Fuori già l'attende il sudiciume,
il sudiciume della gente che dimentica la bellezza.
Col furore dei prepotenti si vendicherà
un gruppetto di due milioni di piccoli pezzi di merda.

Il sudiciume avvertirà una forza, una strana forza, forza degli stupidi,
stupidi quando sono in tanti,
una forza che gioisce, che gioisce
quando impiccano la mamma di qualcuno
impiccano la mamma.

I mostri dormono a lungo,
attendono di esser creduti.
I mostri dormono a lungo,
poi vengono lasciati entrare nella porta.
Mani non lavate, mani non lavate
mani non lavate, mani non lavate nascondono
occhi abbassati, pieni di sangue
occhi abbassati, pieni di sangue solitamente hanno.

A che piano del nostro palazzo abiterà l'assassino?
E quale invece sarà l'appartamento dove a educare è la paura?
Se sono così tanti, da qualche parte devono pur esserci
coloro che non hanno colpa di non stare meglio.
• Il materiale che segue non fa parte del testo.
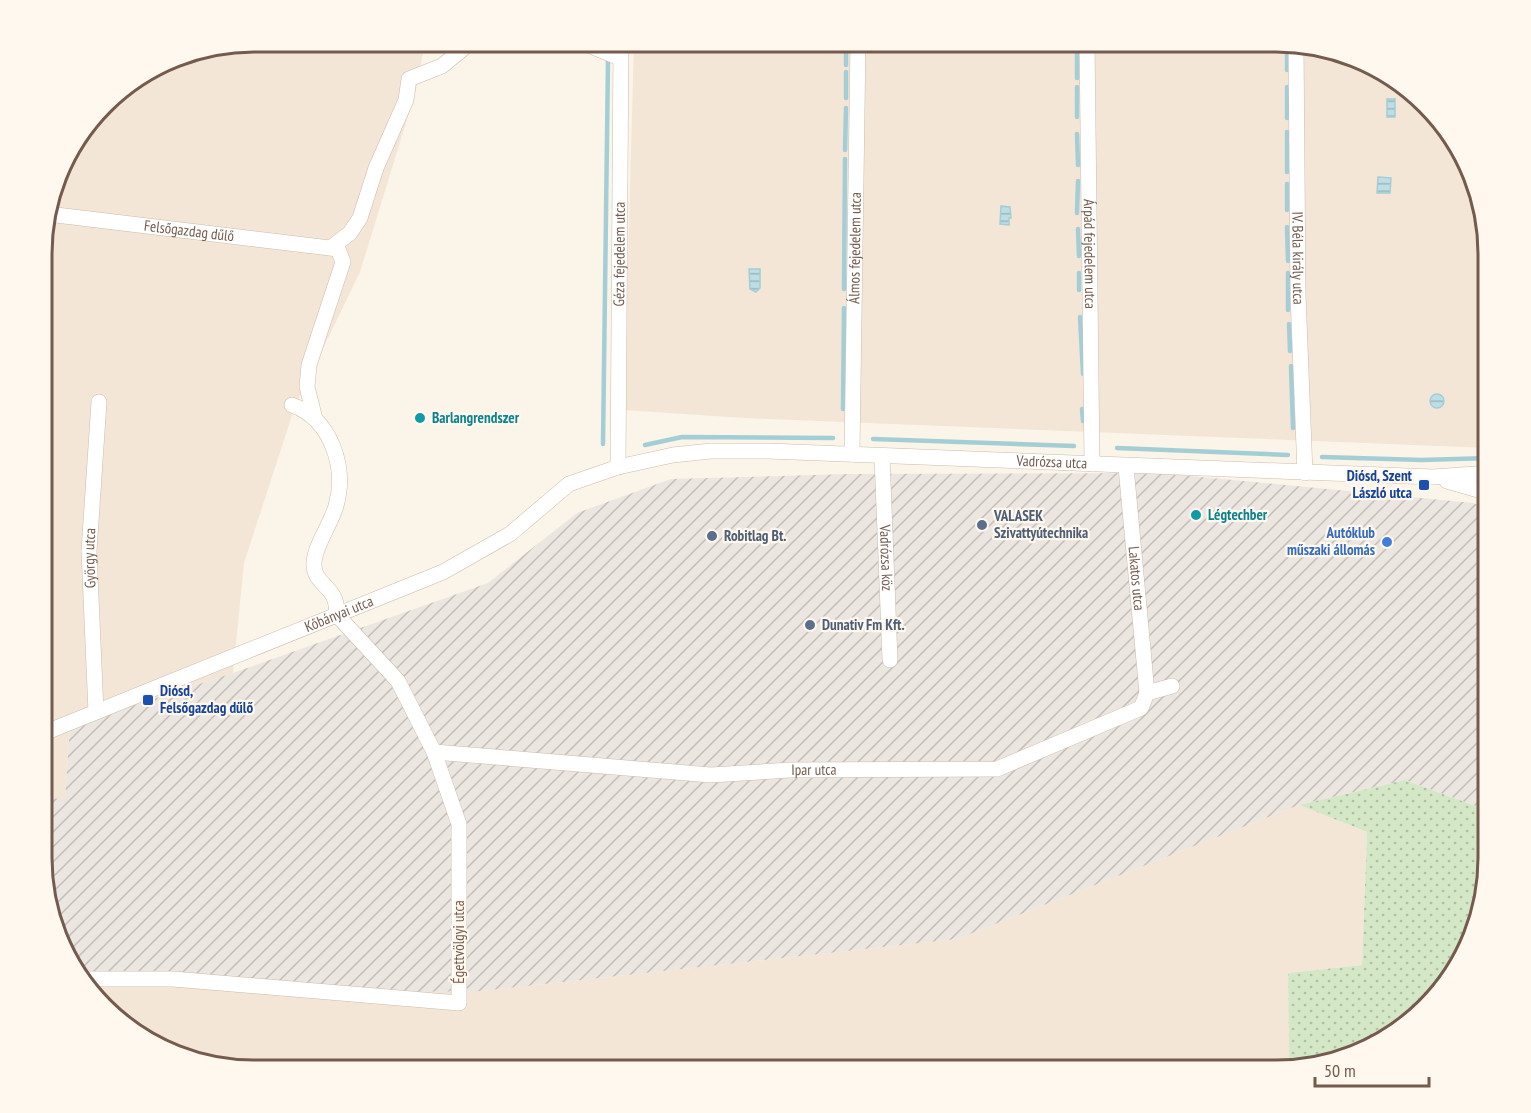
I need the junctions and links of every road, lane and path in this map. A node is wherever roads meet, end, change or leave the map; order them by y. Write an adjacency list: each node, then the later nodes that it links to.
1 (459, 52): 9 (street)
2 (606, 52): 7 (street)
3 (620, 52): 7 (street, Géza fejedelem utca)
4 (858, 53): 13 (street, Álmos fejedelem utca)
5 (1087, 53): 15 (street, Árpád fejedelem utca)
6 (1296, 54): 18 (street, IV. Béla király utca)
7 (620, 58): 16 (street, Géza fejedelem utca)
8 (56, 215): 9 (street, Felsőgazdag dűlő)
9 (333, 246): 12 (street)
10 (99, 402): 26 (street, György utca)
11 (292, 405): 12 (street)
12 (314, 415): 22 (street)
13 (852, 454): 14 (street, Vadrózsa utca); 16 (street, Vadrózsa utca)
14 (882, 456): 15 (street, Vadrózsa utca); 23 (street, Vadrózsa köz)
15 (1092, 464): 17 (street, Vadrózsa utca)
16 (618, 467): 22 (street, Kőbányai utca)
17 (1126, 467): 18 (street, Vadrózsa utca); 25 (street, Lakatos utca)
18 (1305, 473): 20 (street, Vadrózsa utca)
19 (1478, 474): 20 (street, Vadrózsa utca)
20 (1433, 477): 21 (street)
21 (1478, 490)
22 (336, 614): 26 (street, Kőbányai utca); 28 (street, Égettvölgyi utca)
23 (890, 660)
24 (1172, 686): 25 (street)
25 (1147, 693): 28 (street, Ipar utca)
26 (96, 712): 27 (street, Kőbányai utca)
27 (53, 729)
28 (434, 752): 29 (street, Égettvölgyi utca)
29 (92, 979)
Fuori di nuovo attende il sudiciume,
forse dorme ma non dimentica.
Di nuovo si sveglierà con il furore dei prepotenti
il gruppetto di milioni di piccoli pezzi di merda.
[1] Horáková era anche madre di una figlia, Jana, che al momento dell'esecuzione aveva 16 anni. Questi due versi sono citazioni dell'ultima lettera della condannata prima di morire, indirizzata ai suoi famigliari. Le lettere dalla prigione furono recapitate alla figlia solo 40 anni dopo, alla caduta del regime. Vennero poi pubblicate e parti di esse sono reperibili in internet.